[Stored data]
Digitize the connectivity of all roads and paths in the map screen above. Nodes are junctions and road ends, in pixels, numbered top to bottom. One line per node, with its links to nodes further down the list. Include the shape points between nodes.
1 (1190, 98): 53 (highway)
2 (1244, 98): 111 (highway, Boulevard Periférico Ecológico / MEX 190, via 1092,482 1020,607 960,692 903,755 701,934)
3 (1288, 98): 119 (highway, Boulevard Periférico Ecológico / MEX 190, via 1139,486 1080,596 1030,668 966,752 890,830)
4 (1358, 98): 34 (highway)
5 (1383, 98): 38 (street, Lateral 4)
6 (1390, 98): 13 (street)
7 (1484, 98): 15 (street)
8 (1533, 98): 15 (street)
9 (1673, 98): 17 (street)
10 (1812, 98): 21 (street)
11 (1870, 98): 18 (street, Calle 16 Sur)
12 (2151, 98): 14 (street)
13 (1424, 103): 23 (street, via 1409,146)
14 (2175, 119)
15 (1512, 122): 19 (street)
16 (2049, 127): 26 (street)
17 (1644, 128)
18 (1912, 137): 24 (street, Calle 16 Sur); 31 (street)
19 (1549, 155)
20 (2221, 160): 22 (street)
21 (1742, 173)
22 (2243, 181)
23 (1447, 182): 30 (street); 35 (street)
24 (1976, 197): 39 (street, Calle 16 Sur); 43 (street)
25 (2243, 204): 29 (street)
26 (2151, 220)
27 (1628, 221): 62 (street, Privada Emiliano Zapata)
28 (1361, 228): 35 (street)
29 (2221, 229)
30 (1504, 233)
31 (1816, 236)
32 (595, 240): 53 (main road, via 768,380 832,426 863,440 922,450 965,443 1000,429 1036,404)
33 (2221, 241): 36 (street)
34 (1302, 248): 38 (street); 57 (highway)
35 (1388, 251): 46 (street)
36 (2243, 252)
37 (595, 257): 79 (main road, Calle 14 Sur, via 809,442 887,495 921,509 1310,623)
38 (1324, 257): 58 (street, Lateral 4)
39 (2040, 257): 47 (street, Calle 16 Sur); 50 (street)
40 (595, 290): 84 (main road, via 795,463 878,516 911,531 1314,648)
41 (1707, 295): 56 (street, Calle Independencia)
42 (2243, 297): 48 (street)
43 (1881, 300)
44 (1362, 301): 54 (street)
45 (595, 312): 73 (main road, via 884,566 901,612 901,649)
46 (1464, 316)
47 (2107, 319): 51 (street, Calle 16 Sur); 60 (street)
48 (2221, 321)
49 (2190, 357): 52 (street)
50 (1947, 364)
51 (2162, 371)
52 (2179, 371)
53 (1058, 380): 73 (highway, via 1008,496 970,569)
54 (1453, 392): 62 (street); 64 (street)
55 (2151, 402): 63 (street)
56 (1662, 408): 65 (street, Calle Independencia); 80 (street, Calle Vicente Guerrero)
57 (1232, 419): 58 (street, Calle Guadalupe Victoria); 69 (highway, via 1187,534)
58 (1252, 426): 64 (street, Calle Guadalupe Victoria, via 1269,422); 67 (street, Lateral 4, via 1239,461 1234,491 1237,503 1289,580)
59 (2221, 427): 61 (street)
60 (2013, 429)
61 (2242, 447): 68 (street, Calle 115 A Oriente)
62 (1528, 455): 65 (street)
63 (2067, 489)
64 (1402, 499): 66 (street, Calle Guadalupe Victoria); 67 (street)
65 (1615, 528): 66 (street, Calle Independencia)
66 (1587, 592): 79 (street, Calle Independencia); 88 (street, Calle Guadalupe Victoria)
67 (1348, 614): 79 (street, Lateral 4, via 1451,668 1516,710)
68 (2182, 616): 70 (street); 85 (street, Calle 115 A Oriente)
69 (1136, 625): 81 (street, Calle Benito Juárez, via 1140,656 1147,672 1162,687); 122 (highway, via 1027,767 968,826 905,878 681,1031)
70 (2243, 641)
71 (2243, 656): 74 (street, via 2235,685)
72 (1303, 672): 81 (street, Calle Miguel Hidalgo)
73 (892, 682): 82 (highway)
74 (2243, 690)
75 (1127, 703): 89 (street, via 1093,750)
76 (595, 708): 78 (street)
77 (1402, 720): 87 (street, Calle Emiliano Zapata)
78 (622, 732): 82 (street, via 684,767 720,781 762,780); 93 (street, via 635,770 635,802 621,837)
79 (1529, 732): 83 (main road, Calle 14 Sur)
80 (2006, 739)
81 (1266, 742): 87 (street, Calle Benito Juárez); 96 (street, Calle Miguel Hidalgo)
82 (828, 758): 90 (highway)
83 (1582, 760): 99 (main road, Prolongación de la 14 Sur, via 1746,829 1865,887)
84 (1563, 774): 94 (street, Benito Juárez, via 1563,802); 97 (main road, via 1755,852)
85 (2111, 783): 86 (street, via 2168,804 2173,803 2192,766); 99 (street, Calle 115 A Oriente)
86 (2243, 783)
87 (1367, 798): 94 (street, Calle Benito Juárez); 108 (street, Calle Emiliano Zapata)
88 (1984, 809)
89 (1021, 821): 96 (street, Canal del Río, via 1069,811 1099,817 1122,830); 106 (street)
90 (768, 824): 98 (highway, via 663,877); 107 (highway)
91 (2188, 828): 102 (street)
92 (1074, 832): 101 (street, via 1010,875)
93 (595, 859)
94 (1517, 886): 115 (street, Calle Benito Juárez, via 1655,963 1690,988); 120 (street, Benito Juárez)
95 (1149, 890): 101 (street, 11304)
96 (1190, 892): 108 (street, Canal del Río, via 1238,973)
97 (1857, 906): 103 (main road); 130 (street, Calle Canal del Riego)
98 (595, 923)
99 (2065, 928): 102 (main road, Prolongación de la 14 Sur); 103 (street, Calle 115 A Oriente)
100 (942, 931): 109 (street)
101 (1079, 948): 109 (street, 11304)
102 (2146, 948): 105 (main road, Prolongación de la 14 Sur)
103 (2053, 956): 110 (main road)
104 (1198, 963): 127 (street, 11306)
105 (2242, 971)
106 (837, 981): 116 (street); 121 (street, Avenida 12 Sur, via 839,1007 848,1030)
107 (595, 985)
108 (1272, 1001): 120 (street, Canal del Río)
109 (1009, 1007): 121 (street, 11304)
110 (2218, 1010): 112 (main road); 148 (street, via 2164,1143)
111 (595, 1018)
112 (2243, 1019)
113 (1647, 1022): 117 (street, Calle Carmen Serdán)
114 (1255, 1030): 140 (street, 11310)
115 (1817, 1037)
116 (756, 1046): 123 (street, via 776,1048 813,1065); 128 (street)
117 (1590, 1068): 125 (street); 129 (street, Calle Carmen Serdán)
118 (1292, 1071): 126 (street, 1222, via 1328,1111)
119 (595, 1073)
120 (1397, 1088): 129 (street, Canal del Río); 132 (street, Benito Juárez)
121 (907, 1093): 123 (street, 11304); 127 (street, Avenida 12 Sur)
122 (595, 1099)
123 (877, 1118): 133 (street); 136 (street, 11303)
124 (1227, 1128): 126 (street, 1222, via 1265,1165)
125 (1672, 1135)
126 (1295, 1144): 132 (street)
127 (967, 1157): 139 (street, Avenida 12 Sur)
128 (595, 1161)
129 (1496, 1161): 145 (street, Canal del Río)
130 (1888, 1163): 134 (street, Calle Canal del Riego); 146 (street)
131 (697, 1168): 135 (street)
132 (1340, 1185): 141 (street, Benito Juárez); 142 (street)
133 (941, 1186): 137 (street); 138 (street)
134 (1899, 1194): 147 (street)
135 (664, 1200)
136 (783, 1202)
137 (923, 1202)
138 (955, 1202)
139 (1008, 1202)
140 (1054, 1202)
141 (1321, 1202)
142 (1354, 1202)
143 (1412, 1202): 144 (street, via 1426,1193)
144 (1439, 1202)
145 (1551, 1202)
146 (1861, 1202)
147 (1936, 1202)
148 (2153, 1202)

### YOUR GOAL
Reproduce the entries above in full, verbatim.

### EXPECTED OUTPUT
Digitize the connectivity of all roads and paths in the map screen above. Nodes are junctions and road ends, in pixels, numbered top to bottom. One line per node, with its links to nodes further down the list. Include the shape points between nodes.
1 (1190, 98): 53 (highway)
2 (1244, 98): 111 (highway, Boulevard Periférico Ecológico / MEX 190, via 1092,482 1020,607 960,692 903,755 701,934)
3 (1288, 98): 119 (highway, Boulevard Periférico Ecológico / MEX 190, via 1139,486 1080,596 1030,668 966,752 890,830)
4 (1358, 98): 34 (highway)
5 (1383, 98): 38 (street, Lateral 4)
6 (1390, 98): 13 (street)
7 (1484, 98): 15 (street)
8 (1533, 98): 15 (street)
9 (1673, 98): 17 (street)
10 (1812, 98): 21 (street)
11 (1870, 98): 18 (street, Calle 16 Sur)
12 (2151, 98): 14 (street)
13 (1424, 103): 23 (street, via 1409,146)
14 (2175, 119)
15 (1512, 122): 19 (street)
16 (2049, 127): 26 (street)
17 (1644, 128)
18 (1912, 137): 24 (street, Calle 16 Sur); 31 (street)
19 (1549, 155)
20 (2221, 160): 22 (street)
21 (1742, 173)
22 (2243, 181)
23 (1447, 182): 30 (street); 35 (street)
24 (1976, 197): 39 (street, Calle 16 Sur); 43 (street)
25 (2243, 204): 29 (street)
26 (2151, 220)
27 (1628, 221): 62 (street, Privada Emiliano Zapata)
28 (1361, 228): 35 (street)
29 (2221, 229)
30 (1504, 233)
31 (1816, 236)
32 (595, 240): 53 (main road, via 768,380 832,426 863,440 922,450 965,443 1000,429 1036,404)
33 (2221, 241): 36 (street)
34 (1302, 248): 38 (street); 57 (highway)
35 (1388, 251): 46 (street)
36 (2243, 252)
37 (595, 257): 79 (main road, Calle 14 Sur, via 809,442 887,495 921,509 1310,623)
38 (1324, 257): 58 (street, Lateral 4)
39 (2040, 257): 47 (street, Calle 16 Sur); 50 (street)
40 (595, 290): 84 (main road, via 795,463 878,516 911,531 1314,648)
41 (1707, 295): 56 (street, Calle Independencia)
42 (2243, 297): 48 (street)
43 (1881, 300)
44 (1362, 301): 54 (street)
45 (595, 312): 73 (main road, via 884,566 901,612 901,649)
46 (1464, 316)
47 (2107, 319): 51 (street, Calle 16 Sur); 60 (street)
48 (2221, 321)
49 (2190, 357): 52 (street)
50 (1947, 364)
51 (2162, 371)
52 (2179, 371)
53 (1058, 380): 73 (highway, via 1008,496 970,569)
54 (1453, 392): 62 (street); 64 (street)
55 (2151, 402): 63 (street)
56 (1662, 408): 65 (street, Calle Independencia); 80 (street, Calle Vicente Guerrero)
57 (1232, 419): 58 (street, Calle Guadalupe Victoria); 69 (highway, via 1187,534)
58 (1252, 426): 64 (street, Calle Guadalupe Victoria, via 1269,422); 67 (street, Lateral 4, via 1239,461 1234,491 1237,503 1289,580)
59 (2221, 427): 61 (street)
60 (2013, 429)
61 (2242, 447): 68 (street, Calle 115 A Oriente)
62 (1528, 455): 65 (street)
63 (2067, 489)
64 (1402, 499): 66 (street, Calle Guadalupe Victoria); 67 (street)
65 (1615, 528): 66 (street, Calle Independencia)
66 (1587, 592): 79 (street, Calle Independencia); 88 (street, Calle Guadalupe Victoria)
67 (1348, 614): 79 (street, Lateral 4, via 1451,668 1516,710)
68 (2182, 616): 70 (street); 85 (street, Calle 115 A Oriente)
69 (1136, 625): 81 (street, Calle Benito Juárez, via 1140,656 1147,672 1162,687); 122 (highway, via 1027,767 968,826 905,878 681,1031)
70 (2243, 641)
71 (2243, 656): 74 (street, via 2235,685)
72 (1303, 672): 81 (street, Calle Miguel Hidalgo)
73 (892, 682): 82 (highway)
74 (2243, 690)
75 (1127, 703): 89 (street, via 1093,750)
76 (595, 708): 78 (street)
77 (1402, 720): 87 (street, Calle Emiliano Zapata)
78 (622, 732): 82 (street, via 684,767 720,781 762,780); 93 (street, via 635,770 635,802 621,837)
79 (1529, 732): 83 (main road, Calle 14 Sur)
80 (2006, 739)
81 (1266, 742): 87 (street, Calle Benito Juárez); 96 (street, Calle Miguel Hidalgo)
82 (828, 758): 90 (highway)
83 (1582, 760): 99 (main road, Prolongación de la 14 Sur, via 1746,829 1865,887)
84 (1563, 774): 94 (street, Benito Juárez, via 1563,802); 97 (main road, via 1755,852)
85 (2111, 783): 86 (street, via 2168,804 2173,803 2192,766); 99 (street, Calle 115 A Oriente)
86 (2243, 783)
87 (1367, 798): 94 (street, Calle Benito Juárez); 108 (street, Calle Emiliano Zapata)
88 (1984, 809)
89 (1021, 821): 96 (street, Canal del Río, via 1069,811 1099,817 1122,830); 106 (street)
90 (768, 824): 98 (highway, via 663,877); 107 (highway)
91 (2188, 828): 102 (street)
92 (1074, 832): 101 (street, via 1010,875)
93 (595, 859)
94 (1517, 886): 115 (street, Calle Benito Juárez, via 1655,963 1690,988); 120 (street, Benito Juárez)
95 (1149, 890): 101 (street, 11304)
96 (1190, 892): 108 (street, Canal del Río, via 1238,973)
97 (1857, 906): 103 (main road); 130 (street, Calle Canal del Riego)
98 (595, 923)
99 (2065, 928): 102 (main road, Prolongación de la 14 Sur); 103 (street, Calle 115 A Oriente)
100 (942, 931): 109 (street)
101 (1079, 948): 109 (street, 11304)
102 (2146, 948): 105 (main road, Prolongación de la 14 Sur)
103 (2053, 956): 110 (main road)
104 (1198, 963): 127 (street, 11306)
105 (2242, 971)
106 (837, 981): 116 (street); 121 (street, Avenida 12 Sur, via 839,1007 848,1030)
107 (595, 985)
108 (1272, 1001): 120 (street, Canal del Río)
109 (1009, 1007): 121 (street, 11304)
110 (2218, 1010): 112 (main road); 148 (street, via 2164,1143)
111 (595, 1018)
112 (2243, 1019)
113 (1647, 1022): 117 (street, Calle Carmen Serdán)
114 (1255, 1030): 140 (street, 11310)
115 (1817, 1037)
116 (756, 1046): 123 (street, via 776,1048 813,1065); 128 (street)
117 (1590, 1068): 125 (street); 129 (street, Calle Carmen Serdán)
118 (1292, 1071): 126 (street, 1222, via 1328,1111)
119 (595, 1073)
120 (1397, 1088): 129 (street, Canal del Río); 132 (street, Benito Juárez)
121 (907, 1093): 123 (street, 11304); 127 (street, Avenida 12 Sur)
122 (595, 1099)
123 (877, 1118): 133 (street); 136 (street, 11303)
124 (1227, 1128): 126 (street, 1222, via 1265,1165)
125 (1672, 1135)
126 (1295, 1144): 132 (street)
127 (967, 1157): 139 (street, Avenida 12 Sur)
128 (595, 1161)
129 (1496, 1161): 145 (street, Canal del Río)
130 (1888, 1163): 134 (street, Calle Canal del Riego); 146 (street)
131 (697, 1168): 135 (street)
132 (1340, 1185): 141 (street, Benito Juárez); 142 (street)
133 (941, 1186): 137 (street); 138 (street)
134 (1899, 1194): 147 (street)
135 (664, 1200)
136 (783, 1202)
137 (923, 1202)
138 (955, 1202)
139 (1008, 1202)
140 (1054, 1202)
141 (1321, 1202)
142 (1354, 1202)
143 (1412, 1202): 144 (street, via 1426,1193)
144 (1439, 1202)
145 (1551, 1202)
146 (1861, 1202)
147 (1936, 1202)
148 (2153, 1202)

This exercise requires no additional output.